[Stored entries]
···
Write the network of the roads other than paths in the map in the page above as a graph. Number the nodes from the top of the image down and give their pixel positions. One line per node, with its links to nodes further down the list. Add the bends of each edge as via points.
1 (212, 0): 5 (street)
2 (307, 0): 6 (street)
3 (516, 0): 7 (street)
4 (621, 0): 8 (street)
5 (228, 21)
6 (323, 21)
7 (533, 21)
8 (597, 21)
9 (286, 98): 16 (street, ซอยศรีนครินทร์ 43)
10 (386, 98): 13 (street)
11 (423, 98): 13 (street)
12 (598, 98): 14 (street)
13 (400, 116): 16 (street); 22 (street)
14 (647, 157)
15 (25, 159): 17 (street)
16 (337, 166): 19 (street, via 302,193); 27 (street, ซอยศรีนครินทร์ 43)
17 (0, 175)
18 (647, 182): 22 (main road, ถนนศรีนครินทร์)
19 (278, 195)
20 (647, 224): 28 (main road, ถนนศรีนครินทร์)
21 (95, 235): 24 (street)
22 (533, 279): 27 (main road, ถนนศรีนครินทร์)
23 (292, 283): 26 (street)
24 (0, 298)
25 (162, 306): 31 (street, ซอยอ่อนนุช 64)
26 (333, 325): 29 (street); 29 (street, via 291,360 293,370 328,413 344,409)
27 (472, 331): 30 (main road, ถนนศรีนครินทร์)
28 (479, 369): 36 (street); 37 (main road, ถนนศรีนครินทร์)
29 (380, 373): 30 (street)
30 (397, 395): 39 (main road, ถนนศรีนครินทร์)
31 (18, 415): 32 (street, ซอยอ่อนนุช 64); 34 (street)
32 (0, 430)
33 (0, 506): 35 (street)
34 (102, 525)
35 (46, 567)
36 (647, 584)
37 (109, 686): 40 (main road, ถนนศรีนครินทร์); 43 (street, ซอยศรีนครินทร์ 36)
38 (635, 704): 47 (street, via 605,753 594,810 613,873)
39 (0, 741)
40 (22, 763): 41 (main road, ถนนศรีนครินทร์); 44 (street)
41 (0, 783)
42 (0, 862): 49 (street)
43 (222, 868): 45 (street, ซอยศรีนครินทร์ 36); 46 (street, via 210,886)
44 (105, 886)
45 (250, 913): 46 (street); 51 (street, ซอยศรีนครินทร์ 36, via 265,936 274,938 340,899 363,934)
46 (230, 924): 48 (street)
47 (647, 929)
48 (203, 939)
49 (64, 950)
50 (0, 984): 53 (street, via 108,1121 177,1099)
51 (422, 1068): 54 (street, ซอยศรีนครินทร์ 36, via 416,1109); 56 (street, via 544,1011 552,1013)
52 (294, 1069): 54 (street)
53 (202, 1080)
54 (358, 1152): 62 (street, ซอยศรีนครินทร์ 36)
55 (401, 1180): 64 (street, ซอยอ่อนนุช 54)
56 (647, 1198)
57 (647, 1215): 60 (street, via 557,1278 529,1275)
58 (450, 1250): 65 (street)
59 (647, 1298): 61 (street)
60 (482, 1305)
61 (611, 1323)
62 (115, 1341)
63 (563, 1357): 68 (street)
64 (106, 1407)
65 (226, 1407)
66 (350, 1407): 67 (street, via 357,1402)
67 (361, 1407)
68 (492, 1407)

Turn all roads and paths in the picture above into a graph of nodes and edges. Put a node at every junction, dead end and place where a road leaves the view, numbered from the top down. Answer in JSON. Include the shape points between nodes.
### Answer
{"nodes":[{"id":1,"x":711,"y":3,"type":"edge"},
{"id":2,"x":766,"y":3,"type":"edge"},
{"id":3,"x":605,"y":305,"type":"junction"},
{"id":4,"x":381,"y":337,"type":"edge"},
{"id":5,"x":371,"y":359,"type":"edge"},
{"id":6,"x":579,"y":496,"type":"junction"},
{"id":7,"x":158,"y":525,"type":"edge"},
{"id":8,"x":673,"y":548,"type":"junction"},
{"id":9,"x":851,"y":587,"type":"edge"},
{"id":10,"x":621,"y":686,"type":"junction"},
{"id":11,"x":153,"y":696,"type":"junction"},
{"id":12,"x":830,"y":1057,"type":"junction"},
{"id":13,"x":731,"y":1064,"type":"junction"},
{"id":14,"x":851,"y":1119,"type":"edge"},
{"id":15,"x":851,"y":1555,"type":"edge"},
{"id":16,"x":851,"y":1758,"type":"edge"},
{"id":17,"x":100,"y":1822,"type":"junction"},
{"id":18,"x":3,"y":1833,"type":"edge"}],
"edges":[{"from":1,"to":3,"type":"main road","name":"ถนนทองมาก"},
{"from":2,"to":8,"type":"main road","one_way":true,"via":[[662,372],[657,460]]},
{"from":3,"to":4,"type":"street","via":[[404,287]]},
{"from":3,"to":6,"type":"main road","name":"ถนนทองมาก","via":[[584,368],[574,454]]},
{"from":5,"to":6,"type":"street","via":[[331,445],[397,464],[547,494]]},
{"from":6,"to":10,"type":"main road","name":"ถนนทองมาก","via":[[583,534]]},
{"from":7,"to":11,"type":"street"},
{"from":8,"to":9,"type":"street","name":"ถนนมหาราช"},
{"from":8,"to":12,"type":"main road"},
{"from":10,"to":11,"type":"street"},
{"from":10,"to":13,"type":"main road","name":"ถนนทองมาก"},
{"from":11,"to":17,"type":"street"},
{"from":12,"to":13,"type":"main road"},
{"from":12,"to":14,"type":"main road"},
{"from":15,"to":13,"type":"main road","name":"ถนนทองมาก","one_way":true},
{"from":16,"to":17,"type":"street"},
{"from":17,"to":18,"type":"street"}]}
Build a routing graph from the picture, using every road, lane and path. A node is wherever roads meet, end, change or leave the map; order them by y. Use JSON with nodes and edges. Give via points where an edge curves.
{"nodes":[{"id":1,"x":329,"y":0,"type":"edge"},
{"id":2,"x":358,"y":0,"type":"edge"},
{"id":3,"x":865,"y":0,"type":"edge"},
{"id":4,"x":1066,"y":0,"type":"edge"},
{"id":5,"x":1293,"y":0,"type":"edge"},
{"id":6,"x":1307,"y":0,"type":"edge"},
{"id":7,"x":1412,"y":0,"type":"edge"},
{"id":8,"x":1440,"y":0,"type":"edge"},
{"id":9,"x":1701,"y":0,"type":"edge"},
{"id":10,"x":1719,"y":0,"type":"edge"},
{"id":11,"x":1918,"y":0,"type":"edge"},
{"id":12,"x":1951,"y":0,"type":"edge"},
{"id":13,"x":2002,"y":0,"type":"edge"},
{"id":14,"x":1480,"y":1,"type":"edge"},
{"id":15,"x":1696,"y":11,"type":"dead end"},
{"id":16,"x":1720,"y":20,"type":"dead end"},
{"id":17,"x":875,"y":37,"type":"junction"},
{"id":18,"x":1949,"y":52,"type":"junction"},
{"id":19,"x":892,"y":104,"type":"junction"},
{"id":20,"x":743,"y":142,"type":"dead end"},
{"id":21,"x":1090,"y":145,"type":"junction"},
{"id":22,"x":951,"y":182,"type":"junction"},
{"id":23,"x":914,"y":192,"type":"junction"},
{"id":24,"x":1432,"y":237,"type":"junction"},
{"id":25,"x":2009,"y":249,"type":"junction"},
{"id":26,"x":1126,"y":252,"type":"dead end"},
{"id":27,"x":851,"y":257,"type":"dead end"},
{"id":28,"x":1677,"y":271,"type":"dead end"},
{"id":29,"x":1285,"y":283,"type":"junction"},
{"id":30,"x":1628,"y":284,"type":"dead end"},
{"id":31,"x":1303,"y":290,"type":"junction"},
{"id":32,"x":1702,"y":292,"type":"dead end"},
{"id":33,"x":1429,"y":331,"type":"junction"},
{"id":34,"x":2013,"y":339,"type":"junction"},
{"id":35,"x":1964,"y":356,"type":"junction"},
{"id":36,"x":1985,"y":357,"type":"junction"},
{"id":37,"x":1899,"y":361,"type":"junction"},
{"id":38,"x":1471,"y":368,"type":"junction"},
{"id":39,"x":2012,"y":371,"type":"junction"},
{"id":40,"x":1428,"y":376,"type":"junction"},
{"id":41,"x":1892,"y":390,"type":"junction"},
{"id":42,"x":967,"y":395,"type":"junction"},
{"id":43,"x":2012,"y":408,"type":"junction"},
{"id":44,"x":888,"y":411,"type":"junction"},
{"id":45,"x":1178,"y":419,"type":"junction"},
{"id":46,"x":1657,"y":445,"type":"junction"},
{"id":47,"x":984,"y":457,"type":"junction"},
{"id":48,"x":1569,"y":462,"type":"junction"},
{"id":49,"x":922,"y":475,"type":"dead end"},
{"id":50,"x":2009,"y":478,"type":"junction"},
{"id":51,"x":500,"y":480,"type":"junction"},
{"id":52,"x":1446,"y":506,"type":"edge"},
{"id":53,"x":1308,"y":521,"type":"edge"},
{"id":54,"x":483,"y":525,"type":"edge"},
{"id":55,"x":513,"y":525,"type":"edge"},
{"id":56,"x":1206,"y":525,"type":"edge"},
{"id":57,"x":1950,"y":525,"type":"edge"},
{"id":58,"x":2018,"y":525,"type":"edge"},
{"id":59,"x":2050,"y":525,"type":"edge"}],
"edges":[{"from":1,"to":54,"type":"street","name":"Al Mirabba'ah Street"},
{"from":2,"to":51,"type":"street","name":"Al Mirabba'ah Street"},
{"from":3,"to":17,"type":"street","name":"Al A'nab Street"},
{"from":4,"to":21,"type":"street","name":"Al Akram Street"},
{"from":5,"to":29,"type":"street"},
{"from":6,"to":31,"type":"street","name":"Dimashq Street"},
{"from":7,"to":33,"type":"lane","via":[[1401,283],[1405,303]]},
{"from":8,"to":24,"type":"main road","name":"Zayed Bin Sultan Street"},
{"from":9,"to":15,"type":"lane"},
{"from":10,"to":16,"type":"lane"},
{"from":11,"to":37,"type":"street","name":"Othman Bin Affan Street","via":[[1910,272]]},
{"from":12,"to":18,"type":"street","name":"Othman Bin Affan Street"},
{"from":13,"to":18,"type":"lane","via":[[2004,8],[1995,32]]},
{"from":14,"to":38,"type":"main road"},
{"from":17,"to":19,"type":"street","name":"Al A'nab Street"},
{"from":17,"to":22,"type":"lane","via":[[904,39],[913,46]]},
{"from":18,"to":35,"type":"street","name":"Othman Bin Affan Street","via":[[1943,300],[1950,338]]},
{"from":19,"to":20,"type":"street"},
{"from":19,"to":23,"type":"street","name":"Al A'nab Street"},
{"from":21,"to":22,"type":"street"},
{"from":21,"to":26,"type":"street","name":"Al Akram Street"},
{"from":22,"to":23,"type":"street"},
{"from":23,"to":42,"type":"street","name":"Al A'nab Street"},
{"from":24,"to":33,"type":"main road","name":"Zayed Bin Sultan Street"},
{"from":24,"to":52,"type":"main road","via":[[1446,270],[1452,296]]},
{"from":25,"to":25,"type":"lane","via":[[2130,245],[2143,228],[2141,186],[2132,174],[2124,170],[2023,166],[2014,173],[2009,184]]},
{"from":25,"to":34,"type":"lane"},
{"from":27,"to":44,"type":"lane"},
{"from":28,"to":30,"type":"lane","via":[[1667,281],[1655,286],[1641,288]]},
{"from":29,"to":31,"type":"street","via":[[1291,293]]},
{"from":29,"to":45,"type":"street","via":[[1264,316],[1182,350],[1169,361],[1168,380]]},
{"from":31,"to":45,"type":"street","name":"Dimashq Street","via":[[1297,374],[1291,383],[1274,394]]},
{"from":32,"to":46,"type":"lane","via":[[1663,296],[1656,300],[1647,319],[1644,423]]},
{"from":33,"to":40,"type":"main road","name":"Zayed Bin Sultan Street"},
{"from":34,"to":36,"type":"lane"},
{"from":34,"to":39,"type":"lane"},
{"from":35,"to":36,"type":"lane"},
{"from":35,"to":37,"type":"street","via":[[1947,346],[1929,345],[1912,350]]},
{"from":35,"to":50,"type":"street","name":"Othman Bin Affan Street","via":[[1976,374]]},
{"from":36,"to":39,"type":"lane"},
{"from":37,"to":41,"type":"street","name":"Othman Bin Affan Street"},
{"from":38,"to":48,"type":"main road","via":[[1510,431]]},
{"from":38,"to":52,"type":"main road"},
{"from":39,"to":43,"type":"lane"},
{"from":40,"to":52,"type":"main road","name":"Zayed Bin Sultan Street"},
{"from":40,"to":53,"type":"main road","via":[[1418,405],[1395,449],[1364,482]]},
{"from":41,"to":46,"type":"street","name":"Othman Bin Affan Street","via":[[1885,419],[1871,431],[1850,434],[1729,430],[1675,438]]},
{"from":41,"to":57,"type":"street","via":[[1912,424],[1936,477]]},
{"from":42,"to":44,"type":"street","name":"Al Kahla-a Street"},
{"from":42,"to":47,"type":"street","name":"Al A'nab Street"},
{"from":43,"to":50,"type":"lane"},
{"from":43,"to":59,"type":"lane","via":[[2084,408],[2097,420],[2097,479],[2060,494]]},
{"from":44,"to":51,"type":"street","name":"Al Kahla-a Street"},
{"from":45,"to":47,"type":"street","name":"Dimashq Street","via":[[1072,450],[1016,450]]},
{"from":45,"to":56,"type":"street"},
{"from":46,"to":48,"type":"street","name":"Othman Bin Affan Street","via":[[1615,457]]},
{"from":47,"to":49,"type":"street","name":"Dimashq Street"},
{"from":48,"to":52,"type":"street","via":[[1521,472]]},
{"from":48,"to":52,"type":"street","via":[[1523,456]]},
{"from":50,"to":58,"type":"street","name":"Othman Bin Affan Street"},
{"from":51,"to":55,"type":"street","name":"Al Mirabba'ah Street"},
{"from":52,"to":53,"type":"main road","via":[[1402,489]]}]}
···
> **Task item**
Nothing but a number is wanted: how many lines in the records above include "Othman".

> **Task result**
8